A fourth glimmers. USC was picked to win it, but the league’s other teams may have something to say about it. The schedule is conducive, the toughest games at home, but beginning Sunday against Alabama, the Gamecocks face 16 teams with the same goal – knock USC off its pedestal and prevent it from becoming one of only two teams to ever win four straight SEC championships.
The four crucial elements to claiming No. 4:
While USC was running roughshod over the league the past three years, everybody credited the arsenal of offensive weapons. The Gamecocks had multiple options to shoot, but their defense was very underrated.
USC constantly ranked in the country’s Top 10 of scoring defense and used steals and blocks to set up easy buckets. This year, while it’s climbed back to 28th, it’s still a far cry from what it was.

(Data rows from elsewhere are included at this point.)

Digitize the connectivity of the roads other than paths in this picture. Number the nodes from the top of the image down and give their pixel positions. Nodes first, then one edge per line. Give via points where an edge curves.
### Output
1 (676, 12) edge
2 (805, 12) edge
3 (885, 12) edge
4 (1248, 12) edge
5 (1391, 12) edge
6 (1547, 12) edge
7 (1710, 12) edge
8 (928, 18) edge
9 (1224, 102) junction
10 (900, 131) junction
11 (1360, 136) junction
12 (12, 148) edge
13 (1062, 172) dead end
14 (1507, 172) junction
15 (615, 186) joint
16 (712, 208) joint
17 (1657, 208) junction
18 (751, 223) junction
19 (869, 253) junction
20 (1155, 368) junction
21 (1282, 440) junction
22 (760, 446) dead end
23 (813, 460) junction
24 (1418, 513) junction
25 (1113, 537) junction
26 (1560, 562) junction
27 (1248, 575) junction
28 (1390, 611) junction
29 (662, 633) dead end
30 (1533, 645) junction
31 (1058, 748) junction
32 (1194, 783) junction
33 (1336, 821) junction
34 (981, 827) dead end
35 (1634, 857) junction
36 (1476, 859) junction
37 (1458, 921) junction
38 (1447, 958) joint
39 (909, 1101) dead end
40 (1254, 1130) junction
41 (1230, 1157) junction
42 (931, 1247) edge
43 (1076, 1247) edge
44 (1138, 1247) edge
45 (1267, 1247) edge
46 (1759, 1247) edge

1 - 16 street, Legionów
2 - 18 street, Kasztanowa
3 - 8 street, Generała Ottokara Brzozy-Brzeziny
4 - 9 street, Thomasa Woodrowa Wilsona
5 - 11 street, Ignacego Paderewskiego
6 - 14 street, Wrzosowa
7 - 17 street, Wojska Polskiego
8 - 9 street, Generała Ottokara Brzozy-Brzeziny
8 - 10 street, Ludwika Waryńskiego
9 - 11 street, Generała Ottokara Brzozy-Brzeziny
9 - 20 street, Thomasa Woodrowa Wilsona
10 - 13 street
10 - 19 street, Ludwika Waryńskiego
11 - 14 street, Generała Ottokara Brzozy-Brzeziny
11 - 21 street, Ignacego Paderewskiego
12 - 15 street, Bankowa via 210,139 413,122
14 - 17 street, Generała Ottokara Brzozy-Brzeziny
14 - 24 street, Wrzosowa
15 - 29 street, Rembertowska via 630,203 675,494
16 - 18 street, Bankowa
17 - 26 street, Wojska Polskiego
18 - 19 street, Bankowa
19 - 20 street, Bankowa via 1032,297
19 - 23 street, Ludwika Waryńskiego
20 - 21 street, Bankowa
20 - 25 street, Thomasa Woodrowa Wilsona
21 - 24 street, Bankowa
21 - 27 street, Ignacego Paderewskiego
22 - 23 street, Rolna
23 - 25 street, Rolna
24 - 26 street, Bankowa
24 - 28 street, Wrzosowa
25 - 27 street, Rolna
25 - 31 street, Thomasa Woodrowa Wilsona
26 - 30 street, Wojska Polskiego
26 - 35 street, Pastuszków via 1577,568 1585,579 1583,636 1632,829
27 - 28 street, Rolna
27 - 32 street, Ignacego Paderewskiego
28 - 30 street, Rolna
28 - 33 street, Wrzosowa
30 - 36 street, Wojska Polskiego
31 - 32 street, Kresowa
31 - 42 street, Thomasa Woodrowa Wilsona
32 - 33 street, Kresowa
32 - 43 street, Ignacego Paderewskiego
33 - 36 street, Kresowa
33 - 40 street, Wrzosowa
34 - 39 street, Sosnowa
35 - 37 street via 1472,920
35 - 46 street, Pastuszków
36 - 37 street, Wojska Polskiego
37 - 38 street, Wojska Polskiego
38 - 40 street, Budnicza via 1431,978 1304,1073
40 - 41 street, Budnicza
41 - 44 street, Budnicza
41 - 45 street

There is no question Bianca Cuevas-Moore has the speed to be an elite player. Once she decides to kick on the afterburners and turn those balls knocked loose at the top of the key into points, nobody’s going to stop her.
The problem is getting her to do it consistently, and to make good decisions most of the time instead of some of the time.
“If she could just mix it up and hit some people on the outside, I think it could give her a counter,” coach Dawn Staley said of her point guard’s fearless drives into the lane. “It’s just something that she has to evolve.”
The aggression is good but Cuevas-Moore has to make those shots, or draw the defense in to kick out the ball for a wide-open shot. Her first quarter against UCLA was the complete cycle of “Bad Bianca,” while the second half was “Good Bianca.”
The Gamecocks need a point guard who can direct and score, with an emphasis on the former.
“We have those talks, but when you’re playing and your adrenaline is flowing, you get lost in the moment,” Staley said. “Those are teachable moments, moments in which she’s got to get better because it will make our team better.”
Kaela Davis immediately made herself known by scoring 37 points in the season-opener. She can hit from anywhere and once she gets hot, watch out.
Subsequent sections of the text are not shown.